INPUT DATA »

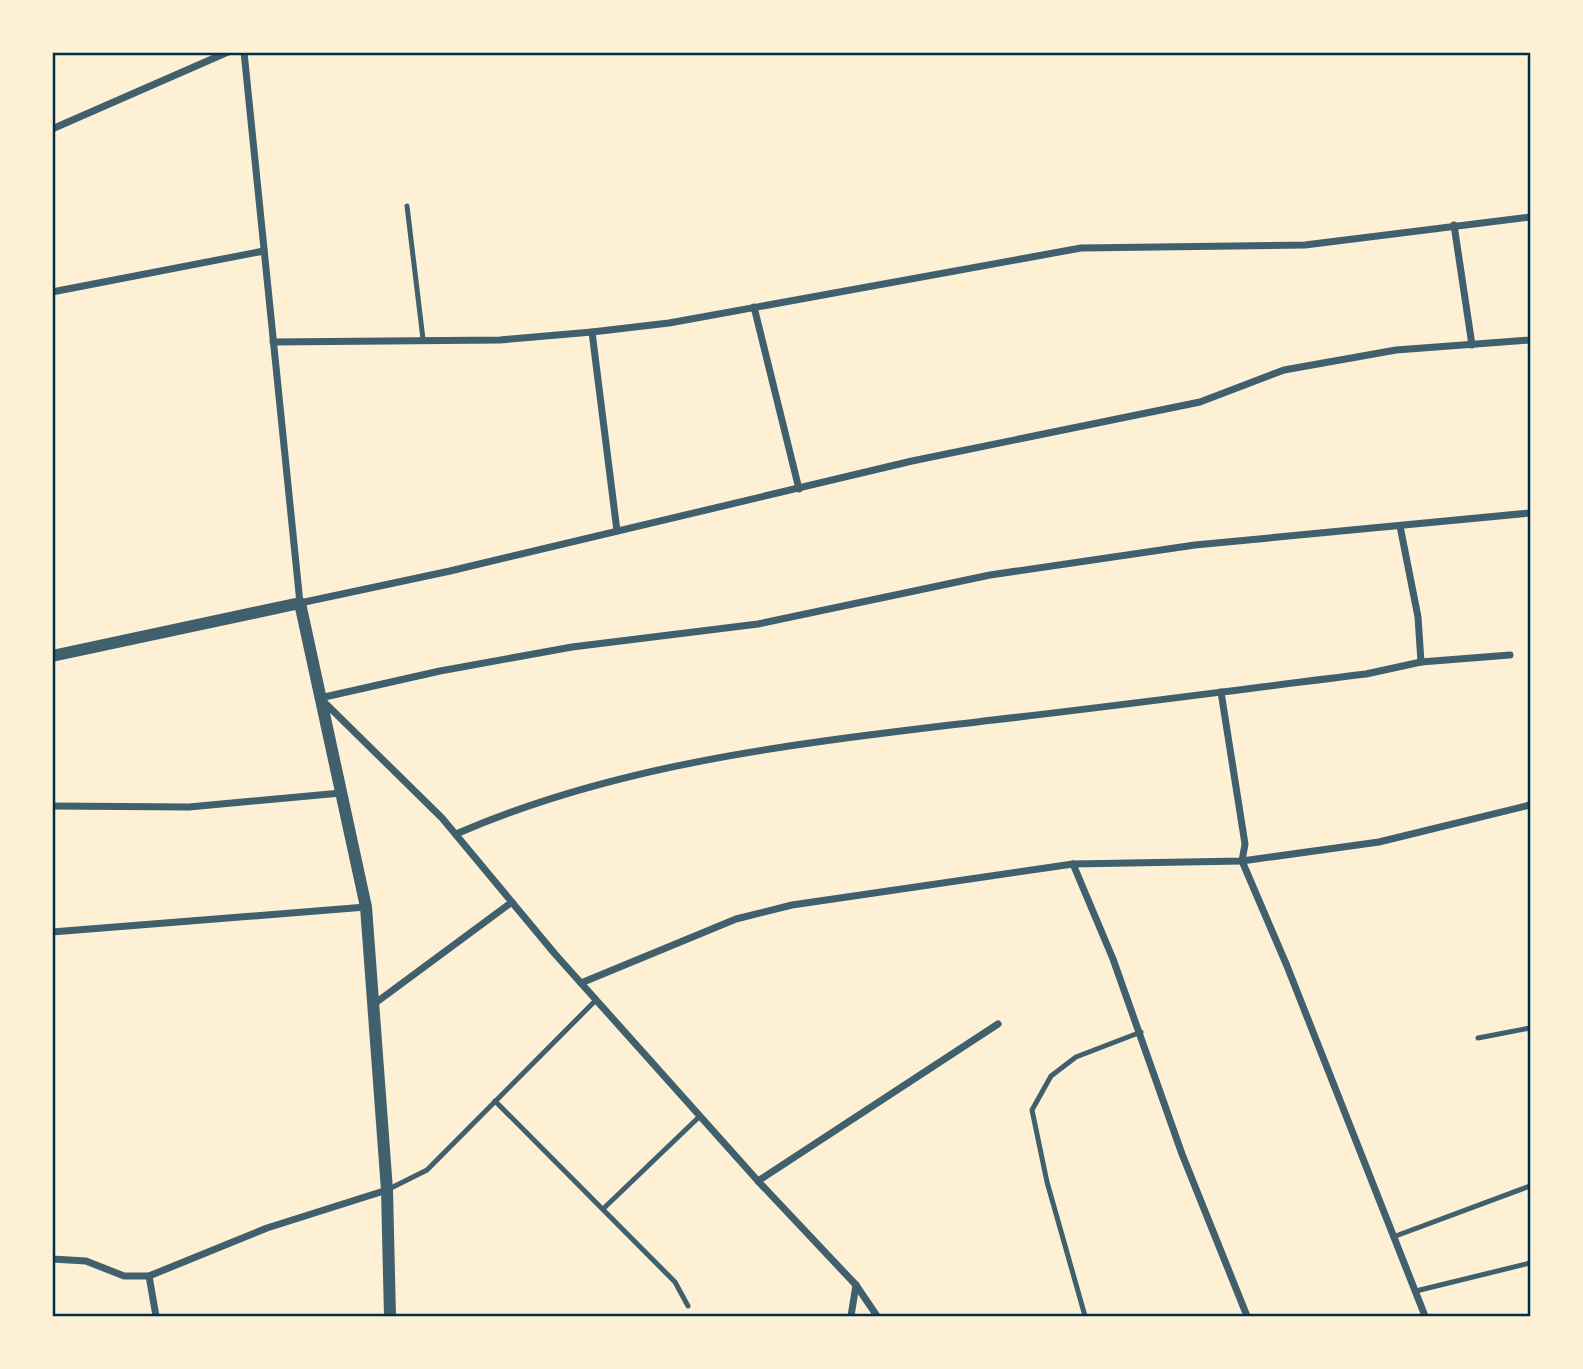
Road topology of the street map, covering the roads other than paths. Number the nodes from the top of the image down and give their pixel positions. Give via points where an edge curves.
1 (228, 52) edge
2 (244, 52) edge
3 (52, 129) edge
4 (407, 206) dead end
5 (1531, 217) edge
6 (1454, 225) junction
7 (264, 251) junction
8 (52, 292) edge
9 (754, 307) junction
10 (592, 332) junction
11 (423, 339) junction
12 (1531, 340) edge
13 (274, 342) junction
14 (1472, 345) junction
15 (799, 489) junction
16 (1531, 513) edge
17 (1400, 526) junction
18 (617, 531) junction
19 (300, 603) junction
20 (1510, 655) dead end
21 (52, 656) edge
22 (1421, 662) junction
23 (1221, 692) junction
24 (320, 698) junction
25 (342, 793) junction
26 (1531, 805) edge
27 (52, 806) edge
28 (456, 834) junction
29 (1242, 861) junction
30 (1073, 864) junction
31 (512, 902) junction
32 (366, 908) junction
33 (52, 932) edge
34 (581, 983) junction
35 (596, 1000) junction
36 (374, 1004) junction
37 (998, 1024) dead end
38 (1531, 1028) edge
39 (1141, 1032) junction
40 (1478, 1038) dead end
41 (495, 1101) junction
42 (700, 1116) junction
43 (758, 1181) junction
44 (1531, 1186) edge
45 (387, 1190) junction
46 (603, 1209) junction
47 (1393, 1237) junction
48 (52, 1259) edge
49 (1531, 1263) edge
50 (149, 1276) junction
51 (856, 1285) junction
52 (1416, 1291) junction
53 (688, 1306) dead end
54 (156, 1317) edge
55 (390, 1317) edge
56 (851, 1317) edge
57 (877, 1317) edge
58 (1085, 1317) edge
59 (1247, 1317) edge
60 (1425, 1317) edge

1 - 3 street
2 - 7 street
4 - 11 lane
5 - 6 street
6 - 9 street via 1306,244 1081,248
6 - 14 street
7 - 8 street
7 - 13 street
9 - 10 street
9 - 15 street
10 - 11 street via 500,340
10 - 18 street
11 - 13 street
12 - 14 street
13 - 19 street
14 - 15 street via 1396,350 1284,370 1200,402
15 - 18 street
16 - 17 street
17 - 22 street via 1418,617
17 - 24 street via 1195,545 990,575 758,624 572,647
18 - 19 street
19 - 21 street
19 - 24 street
20 - 22 street
22 - 23 street via 1366,674
23 - 28 street via 831,739 669,766 519,807
23 - 29 street via 1245,844
24 - 25 street
24 - 28 street
25 - 27 street via 189,807
25 - 32 street
26 - 29 street via 1379,842
28 - 31 street
29 - 30 street
29 - 47 street
30 - 34 street via 792,905 736,919
30 - 39 street
31 - 34 street
31 - 36 street
32 - 33 street
32 - 36 street
34 - 35 street
35 - 41 lane
35 - 42 street
36 - 45 street
37 - 43 street
38 - 40 lane
39 - 58 lane via 1076,1057 1051,1076 1032,1110
39 - 59 street via 1182,1154
41 - 45 lane via 426,1170
41 - 46 lane
42 - 43 street
42 - 46 lane
43 - 51 street
44 - 47 lane
45 - 50 street via 267,1228
45 - 55 street
46 - 53 lane via 675,1282
47 - 52 street
48 - 50 street via 86,1261 124,1276
49 - 52 lane
50 - 54 street
51 - 56 street
51 - 57 street
52 - 60 street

THE PROBLEM »
Tally every line of the data that includes "dead". Report the number and nothing more.

RESPONSE TO THIS EXERCISE »
5